**Task to carry out**
Provide a verbatim copy of the data below.

**Items listed in a dataset**

***

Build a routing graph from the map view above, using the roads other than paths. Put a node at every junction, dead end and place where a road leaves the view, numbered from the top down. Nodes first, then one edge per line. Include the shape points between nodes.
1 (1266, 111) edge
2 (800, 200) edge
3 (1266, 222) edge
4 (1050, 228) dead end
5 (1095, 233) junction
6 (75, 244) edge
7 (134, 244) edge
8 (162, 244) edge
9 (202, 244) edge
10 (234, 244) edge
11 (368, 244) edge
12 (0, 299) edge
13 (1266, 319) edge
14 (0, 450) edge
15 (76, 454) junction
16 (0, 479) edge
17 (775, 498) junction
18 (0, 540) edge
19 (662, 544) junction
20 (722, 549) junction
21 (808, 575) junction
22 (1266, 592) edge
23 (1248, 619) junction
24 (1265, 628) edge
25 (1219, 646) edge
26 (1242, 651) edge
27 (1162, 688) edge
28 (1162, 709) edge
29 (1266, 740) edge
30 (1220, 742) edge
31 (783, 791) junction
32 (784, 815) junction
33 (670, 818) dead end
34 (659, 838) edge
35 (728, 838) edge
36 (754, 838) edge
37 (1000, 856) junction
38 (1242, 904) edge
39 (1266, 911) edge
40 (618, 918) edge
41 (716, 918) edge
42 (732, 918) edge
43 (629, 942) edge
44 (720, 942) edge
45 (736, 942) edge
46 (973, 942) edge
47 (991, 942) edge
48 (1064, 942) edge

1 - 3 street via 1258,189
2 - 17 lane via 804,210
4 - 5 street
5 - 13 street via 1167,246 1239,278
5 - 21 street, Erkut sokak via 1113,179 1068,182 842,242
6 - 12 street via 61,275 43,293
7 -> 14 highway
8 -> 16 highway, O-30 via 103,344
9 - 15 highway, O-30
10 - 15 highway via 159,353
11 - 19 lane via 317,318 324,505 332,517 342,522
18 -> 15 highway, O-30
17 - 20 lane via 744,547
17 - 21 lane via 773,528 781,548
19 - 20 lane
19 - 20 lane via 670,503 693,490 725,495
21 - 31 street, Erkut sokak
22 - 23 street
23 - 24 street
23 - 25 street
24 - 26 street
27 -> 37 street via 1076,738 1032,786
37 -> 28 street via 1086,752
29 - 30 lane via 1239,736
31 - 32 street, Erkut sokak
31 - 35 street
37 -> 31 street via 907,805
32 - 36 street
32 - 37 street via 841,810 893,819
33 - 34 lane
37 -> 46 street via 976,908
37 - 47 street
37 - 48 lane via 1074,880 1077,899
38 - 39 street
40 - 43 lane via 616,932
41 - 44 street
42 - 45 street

***

**Solution**
Build a routing graph from the map view above, using the roads other than paths. Put a node at every junction, dead end and place where a road leaves the view, numbered from the top down. Nodes first, then one edge per line. Include the shape points between nodes.
1 (1266, 111) edge
2 (800, 200) edge
3 (1266, 222) edge
4 (1050, 228) dead end
5 (1095, 233) junction
6 (75, 244) edge
7 (134, 244) edge
8 (162, 244) edge
9 (202, 244) edge
10 (234, 244) edge
11 (368, 244) edge
12 (0, 299) edge
13 (1266, 319) edge
14 (0, 450) edge
15 (76, 454) junction
16 (0, 479) edge
17 (775, 498) junction
18 (0, 540) edge
19 (662, 544) junction
20 (722, 549) junction
21 (808, 575) junction
22 (1266, 592) edge
23 (1248, 619) junction
24 (1265, 628) edge
25 (1219, 646) edge
26 (1242, 651) edge
27 (1162, 688) edge
28 (1162, 709) edge
29 (1266, 740) edge
30 (1220, 742) edge
31 (783, 791) junction
32 (784, 815) junction
33 (670, 818) dead end
34 (659, 838) edge
35 (728, 838) edge
36 (754, 838) edge
37 (1000, 856) junction
38 (1242, 904) edge
39 (1266, 911) edge
40 (618, 918) edge
41 (716, 918) edge
42 (732, 918) edge
43 (629, 942) edge
44 (720, 942) edge
45 (736, 942) edge
46 (973, 942) edge
47 (991, 942) edge
48 (1064, 942) edge

1 - 3 street via 1258,189
2 - 17 lane via 804,210
4 - 5 street
5 - 13 street via 1167,246 1239,278
5 - 21 street, Erkut sokak via 1113,179 1068,182 842,242
6 - 12 street via 61,275 43,293
7 -> 14 highway
8 -> 16 highway, O-30 via 103,344
9 - 15 highway, O-30
10 - 15 highway via 159,353
11 - 19 lane via 317,318 324,505 332,517 342,522
18 -> 15 highway, O-30
17 - 20 lane via 744,547
17 - 21 lane via 773,528 781,548
19 - 20 lane
19 - 20 lane via 670,503 693,490 725,495
21 - 31 street, Erkut sokak
22 - 23 street
23 - 24 street
23 - 25 street
24 - 26 street
27 -> 37 street via 1076,738 1032,786
37 -> 28 street via 1086,752
29 - 30 lane via 1239,736
31 - 32 street, Erkut sokak
31 - 35 street
37 -> 31 street via 907,805
32 - 36 street
32 - 37 street via 841,810 893,819
33 - 34 lane
37 -> 46 street via 976,908
37 - 47 street
37 - 48 lane via 1074,880 1077,899
38 - 39 street
40 - 43 lane via 616,932
41 - 44 street
42 - 45 street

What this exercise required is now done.